- Born: 31 December 1901 Sofia, Bulgaria
- Died: 12 July 1986 (aged 84)
- Political party: BCP
- Awards: Dimitrov Prize (1950) Honored Cultural Personality (1965) People's Cultural Personality (1975)

= Krum Penev =

Bulgarian poet, playwright, and translator (1901–1986)

Krum Penev (31 December 1901 – 12 July 1986) was a Bulgarian poet, playwright, and translator. He was born to a volunteer from Shipka.

In 1920, he graduated from high school in Sofia. After graduating, he studied drama in Turin, Italy, from 1921 until 1923.

After studying in Turin, he then returned to Bulgaria, in which he had been a member of the Bulgarian Communist Party since its founding in 1919. He then becomes the editor of the newspaper "Vedrina" from 1935 until 1936, a legal publication of the Bulgarian Communist Party.

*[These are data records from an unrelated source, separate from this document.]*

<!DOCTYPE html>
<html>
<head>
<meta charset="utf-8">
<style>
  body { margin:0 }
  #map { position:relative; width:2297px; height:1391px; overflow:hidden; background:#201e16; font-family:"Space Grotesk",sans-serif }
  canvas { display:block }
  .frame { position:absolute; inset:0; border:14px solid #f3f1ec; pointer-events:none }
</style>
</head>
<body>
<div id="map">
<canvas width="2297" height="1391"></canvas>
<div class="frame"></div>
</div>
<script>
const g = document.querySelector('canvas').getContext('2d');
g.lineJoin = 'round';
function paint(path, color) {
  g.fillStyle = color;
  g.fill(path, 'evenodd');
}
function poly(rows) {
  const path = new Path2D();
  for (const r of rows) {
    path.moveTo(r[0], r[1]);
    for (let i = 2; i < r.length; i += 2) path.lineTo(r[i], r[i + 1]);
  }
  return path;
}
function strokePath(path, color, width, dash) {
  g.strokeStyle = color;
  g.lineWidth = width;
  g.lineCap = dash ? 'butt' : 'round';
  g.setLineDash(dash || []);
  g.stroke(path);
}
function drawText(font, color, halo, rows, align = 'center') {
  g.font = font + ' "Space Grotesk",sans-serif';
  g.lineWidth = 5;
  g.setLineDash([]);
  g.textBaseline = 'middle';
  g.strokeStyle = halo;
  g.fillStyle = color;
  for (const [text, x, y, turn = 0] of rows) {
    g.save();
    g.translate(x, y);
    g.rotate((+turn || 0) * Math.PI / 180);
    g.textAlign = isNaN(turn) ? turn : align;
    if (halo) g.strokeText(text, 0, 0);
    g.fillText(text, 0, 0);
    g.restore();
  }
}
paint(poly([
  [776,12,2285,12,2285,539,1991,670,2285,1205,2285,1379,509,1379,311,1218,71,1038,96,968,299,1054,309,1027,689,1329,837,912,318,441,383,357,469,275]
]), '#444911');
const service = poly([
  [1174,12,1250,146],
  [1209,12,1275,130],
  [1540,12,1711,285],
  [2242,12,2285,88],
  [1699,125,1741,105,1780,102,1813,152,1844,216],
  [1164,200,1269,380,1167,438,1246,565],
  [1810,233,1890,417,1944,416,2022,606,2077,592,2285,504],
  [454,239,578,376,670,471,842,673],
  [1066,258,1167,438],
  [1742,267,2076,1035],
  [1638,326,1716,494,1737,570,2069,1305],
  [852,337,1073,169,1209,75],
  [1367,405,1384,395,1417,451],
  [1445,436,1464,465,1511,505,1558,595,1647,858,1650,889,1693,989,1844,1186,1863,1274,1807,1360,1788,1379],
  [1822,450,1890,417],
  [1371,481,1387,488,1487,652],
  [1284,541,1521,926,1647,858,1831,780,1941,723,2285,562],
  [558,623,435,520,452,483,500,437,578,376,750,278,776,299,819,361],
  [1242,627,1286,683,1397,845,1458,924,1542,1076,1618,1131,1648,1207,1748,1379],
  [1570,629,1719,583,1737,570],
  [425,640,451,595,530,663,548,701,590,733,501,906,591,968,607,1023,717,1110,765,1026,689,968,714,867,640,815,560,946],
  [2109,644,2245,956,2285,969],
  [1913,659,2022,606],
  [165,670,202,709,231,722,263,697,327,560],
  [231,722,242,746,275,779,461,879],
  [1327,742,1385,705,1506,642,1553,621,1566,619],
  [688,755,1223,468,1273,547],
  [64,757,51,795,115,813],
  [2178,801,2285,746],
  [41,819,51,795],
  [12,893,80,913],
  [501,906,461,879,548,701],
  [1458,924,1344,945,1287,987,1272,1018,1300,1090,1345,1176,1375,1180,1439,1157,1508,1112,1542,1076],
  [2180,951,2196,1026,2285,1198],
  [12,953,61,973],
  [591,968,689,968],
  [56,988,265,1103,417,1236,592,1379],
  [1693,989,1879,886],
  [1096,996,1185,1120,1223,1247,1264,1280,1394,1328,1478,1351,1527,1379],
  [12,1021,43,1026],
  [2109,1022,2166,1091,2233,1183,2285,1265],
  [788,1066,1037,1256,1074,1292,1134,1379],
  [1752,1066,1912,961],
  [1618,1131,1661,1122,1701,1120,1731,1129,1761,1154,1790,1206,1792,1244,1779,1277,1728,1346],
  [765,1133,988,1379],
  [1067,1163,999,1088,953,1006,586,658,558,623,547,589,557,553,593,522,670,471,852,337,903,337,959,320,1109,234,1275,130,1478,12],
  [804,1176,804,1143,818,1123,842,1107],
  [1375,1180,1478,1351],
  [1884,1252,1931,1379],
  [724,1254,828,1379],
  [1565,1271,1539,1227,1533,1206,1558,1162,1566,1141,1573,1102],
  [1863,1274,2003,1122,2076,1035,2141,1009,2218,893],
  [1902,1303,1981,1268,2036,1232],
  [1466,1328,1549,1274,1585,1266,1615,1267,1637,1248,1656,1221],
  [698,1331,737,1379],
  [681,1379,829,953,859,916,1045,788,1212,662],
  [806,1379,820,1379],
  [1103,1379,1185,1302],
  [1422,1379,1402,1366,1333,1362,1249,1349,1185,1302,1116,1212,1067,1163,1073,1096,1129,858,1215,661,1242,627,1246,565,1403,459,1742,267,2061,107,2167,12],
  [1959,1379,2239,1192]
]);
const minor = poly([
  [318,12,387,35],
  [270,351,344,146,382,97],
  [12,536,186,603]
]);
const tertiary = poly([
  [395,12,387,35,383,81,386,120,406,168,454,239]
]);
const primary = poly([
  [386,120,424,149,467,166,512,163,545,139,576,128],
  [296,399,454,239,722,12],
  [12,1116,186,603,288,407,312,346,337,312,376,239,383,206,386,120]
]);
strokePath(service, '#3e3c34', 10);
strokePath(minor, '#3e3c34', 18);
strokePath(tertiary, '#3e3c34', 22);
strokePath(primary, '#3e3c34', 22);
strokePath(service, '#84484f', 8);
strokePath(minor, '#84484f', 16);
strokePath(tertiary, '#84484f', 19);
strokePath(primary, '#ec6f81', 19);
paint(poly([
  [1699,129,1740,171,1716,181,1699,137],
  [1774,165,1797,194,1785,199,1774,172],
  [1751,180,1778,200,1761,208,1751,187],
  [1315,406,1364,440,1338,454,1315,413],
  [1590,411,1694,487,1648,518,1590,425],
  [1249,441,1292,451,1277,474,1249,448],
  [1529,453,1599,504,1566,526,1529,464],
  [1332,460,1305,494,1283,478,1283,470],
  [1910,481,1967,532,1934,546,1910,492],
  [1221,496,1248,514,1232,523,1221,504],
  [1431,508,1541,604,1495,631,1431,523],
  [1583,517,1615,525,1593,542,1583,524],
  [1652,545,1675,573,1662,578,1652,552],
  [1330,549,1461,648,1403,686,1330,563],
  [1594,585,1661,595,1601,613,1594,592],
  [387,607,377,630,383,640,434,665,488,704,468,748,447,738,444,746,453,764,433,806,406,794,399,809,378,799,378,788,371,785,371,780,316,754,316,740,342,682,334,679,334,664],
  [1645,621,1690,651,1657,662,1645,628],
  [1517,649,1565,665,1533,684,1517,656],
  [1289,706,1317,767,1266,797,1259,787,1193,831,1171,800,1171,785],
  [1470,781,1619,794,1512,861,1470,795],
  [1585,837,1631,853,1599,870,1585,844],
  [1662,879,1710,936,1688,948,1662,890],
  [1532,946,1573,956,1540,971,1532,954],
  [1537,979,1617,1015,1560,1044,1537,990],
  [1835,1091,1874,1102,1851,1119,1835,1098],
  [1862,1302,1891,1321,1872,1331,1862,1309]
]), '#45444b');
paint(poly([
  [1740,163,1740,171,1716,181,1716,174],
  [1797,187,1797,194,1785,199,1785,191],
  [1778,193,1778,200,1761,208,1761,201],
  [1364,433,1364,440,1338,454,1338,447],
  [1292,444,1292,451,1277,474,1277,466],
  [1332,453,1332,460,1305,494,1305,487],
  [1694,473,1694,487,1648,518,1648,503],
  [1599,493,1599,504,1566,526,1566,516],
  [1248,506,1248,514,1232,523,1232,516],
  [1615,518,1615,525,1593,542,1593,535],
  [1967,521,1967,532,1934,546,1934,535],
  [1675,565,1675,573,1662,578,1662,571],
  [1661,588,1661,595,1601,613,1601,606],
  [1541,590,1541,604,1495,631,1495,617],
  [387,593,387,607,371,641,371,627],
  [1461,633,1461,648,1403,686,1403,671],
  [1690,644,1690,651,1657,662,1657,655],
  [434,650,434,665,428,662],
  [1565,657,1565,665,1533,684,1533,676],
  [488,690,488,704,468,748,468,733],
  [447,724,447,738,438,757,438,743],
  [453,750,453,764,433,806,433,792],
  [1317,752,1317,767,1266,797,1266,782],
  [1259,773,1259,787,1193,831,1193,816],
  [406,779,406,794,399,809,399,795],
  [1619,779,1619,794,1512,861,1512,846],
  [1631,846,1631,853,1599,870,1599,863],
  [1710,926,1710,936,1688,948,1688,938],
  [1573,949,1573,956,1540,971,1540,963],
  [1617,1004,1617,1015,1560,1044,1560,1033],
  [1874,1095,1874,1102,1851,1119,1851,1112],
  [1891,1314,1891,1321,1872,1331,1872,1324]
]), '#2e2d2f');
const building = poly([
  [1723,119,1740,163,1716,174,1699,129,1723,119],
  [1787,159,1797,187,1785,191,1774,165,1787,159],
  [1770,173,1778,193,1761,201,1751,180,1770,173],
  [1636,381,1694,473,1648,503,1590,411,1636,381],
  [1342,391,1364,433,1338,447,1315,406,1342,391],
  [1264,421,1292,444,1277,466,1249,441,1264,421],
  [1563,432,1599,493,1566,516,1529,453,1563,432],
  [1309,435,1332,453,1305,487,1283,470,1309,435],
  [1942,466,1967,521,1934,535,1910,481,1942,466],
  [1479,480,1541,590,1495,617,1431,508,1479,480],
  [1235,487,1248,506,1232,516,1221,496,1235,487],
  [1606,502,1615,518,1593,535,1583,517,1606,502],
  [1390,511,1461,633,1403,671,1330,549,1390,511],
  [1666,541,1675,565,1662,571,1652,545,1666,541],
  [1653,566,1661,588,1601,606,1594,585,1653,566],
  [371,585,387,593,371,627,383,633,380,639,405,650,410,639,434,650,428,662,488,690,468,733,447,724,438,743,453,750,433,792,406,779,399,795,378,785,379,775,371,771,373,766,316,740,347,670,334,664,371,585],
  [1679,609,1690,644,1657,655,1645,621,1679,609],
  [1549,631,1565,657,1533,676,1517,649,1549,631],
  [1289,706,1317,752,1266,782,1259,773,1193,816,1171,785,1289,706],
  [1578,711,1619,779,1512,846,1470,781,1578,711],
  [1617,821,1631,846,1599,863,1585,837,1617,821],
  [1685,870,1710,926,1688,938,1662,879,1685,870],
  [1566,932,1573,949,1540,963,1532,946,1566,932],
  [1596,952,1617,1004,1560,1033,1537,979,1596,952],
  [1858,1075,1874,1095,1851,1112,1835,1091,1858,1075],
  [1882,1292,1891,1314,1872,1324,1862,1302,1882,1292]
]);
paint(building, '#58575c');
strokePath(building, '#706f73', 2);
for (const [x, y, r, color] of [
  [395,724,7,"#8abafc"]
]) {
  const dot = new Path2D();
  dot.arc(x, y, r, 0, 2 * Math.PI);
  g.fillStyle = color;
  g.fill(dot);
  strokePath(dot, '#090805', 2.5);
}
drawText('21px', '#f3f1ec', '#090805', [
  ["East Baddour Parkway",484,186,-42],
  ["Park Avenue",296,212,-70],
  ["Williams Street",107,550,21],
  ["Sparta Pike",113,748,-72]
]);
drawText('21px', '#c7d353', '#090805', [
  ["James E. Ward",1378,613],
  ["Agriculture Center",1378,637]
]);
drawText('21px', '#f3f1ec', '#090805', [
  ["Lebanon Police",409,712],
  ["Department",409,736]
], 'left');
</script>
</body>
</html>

During World War II, due to their allegiance with the Bulgarian Communist Party, he was sent to the Krastopole concentration camp for 2 years, from 1941 until 1943.

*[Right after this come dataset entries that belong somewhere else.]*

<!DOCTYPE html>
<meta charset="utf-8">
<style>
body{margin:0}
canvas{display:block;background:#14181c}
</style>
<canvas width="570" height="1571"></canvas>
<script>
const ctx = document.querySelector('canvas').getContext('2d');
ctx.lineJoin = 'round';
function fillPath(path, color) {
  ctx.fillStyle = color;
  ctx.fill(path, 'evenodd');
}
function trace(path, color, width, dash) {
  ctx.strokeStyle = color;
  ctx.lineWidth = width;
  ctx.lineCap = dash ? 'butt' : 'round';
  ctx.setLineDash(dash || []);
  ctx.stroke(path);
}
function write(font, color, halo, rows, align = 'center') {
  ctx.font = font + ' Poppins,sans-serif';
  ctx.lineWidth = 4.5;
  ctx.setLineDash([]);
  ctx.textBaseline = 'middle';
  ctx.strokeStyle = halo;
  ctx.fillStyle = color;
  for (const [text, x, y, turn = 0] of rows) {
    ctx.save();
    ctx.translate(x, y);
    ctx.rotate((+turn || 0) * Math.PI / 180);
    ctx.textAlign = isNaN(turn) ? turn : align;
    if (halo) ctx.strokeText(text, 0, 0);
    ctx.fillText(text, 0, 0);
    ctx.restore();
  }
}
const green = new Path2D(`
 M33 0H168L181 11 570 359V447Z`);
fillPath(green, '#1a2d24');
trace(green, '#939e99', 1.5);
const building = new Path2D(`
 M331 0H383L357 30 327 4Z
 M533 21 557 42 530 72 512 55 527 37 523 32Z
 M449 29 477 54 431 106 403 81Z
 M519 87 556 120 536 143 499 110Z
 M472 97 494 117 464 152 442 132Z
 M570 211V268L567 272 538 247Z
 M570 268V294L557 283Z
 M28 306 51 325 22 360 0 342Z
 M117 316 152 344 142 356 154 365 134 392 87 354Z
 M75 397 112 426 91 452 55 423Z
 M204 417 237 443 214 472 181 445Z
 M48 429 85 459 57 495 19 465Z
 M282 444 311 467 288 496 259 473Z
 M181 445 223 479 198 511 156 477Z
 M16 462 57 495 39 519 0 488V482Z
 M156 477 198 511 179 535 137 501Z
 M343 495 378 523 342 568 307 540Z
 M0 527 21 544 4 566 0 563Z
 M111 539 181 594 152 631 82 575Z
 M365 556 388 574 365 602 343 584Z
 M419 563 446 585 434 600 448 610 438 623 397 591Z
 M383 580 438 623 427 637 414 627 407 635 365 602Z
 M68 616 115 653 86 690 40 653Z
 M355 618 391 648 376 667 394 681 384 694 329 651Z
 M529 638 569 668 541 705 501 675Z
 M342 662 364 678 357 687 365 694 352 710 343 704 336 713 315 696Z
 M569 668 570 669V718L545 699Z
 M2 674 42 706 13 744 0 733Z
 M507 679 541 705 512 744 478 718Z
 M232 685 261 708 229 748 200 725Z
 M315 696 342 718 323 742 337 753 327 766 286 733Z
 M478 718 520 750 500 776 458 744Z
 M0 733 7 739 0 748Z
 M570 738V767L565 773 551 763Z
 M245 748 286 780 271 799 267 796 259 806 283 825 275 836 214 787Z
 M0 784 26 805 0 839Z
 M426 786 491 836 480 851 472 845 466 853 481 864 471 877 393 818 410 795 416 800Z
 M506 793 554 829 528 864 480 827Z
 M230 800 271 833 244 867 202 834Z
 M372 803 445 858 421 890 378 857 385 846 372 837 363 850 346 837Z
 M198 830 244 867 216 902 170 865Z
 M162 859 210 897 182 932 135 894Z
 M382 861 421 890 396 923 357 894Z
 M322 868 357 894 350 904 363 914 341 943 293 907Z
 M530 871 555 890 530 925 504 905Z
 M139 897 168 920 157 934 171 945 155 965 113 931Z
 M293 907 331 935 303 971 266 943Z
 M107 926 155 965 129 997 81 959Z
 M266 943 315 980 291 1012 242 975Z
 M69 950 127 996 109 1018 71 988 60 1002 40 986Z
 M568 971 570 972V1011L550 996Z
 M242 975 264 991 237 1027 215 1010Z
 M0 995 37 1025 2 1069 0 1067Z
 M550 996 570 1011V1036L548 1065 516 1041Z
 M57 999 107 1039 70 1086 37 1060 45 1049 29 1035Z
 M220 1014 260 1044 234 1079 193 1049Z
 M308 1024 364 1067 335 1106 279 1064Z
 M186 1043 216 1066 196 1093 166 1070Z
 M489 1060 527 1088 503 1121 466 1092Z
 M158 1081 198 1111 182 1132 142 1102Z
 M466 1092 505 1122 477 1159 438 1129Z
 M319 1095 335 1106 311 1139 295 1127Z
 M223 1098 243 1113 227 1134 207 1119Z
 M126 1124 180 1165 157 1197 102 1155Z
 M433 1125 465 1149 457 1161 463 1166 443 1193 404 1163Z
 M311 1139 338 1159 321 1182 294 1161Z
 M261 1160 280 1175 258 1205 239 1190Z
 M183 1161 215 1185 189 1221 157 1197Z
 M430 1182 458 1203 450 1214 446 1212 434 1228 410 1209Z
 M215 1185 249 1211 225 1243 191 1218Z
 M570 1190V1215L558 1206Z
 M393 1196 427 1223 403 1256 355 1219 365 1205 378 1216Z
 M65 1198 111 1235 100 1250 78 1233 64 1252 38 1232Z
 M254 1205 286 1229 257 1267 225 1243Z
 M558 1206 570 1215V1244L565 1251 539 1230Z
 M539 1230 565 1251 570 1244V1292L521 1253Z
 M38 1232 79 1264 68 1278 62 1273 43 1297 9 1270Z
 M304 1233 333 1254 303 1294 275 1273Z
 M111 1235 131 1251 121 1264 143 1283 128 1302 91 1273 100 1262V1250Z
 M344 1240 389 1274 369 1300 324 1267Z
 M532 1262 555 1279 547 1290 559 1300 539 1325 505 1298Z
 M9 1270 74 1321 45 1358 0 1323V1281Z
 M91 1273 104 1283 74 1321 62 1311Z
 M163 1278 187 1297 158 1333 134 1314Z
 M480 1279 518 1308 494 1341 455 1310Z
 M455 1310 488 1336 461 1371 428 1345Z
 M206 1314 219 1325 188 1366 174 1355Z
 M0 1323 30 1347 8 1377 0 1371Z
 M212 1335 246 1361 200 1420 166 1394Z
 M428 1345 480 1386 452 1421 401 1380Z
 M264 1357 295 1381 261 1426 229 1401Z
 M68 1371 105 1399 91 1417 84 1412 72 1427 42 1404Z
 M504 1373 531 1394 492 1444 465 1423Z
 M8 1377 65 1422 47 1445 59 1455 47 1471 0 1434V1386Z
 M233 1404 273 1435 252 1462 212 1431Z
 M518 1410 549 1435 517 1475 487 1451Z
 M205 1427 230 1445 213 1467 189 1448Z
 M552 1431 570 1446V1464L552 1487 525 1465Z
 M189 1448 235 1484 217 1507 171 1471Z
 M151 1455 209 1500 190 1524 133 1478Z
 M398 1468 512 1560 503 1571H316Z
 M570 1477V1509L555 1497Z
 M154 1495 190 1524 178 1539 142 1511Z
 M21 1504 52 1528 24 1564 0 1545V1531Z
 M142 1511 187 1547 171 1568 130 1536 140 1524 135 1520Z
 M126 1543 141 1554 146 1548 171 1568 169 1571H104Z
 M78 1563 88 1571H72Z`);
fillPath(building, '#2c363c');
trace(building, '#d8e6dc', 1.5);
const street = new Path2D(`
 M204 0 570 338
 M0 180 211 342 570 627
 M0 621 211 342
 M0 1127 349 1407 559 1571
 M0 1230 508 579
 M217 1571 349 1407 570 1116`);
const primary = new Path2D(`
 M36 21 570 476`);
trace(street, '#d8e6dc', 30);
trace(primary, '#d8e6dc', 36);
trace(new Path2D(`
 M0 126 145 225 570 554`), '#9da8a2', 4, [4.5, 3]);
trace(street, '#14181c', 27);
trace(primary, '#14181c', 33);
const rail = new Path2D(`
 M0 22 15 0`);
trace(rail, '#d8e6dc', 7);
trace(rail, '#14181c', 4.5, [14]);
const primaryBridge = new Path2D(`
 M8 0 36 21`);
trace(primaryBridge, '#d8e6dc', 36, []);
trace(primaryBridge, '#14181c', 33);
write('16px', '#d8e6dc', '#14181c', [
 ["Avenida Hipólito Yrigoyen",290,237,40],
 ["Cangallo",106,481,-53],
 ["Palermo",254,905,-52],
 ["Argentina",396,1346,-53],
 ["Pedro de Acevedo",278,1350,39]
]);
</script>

After Bulgaria joined the Allies in World War II, he was released from the concentration camp, and worked at the Ministry of Information from 1944 until 1945). He was also a playwright at the State Music Theater in 1946, and the People's Army Theater in Sofia in 1947.

He was a member of the Union of Bulgarian Writers (Съюз на българските писатели).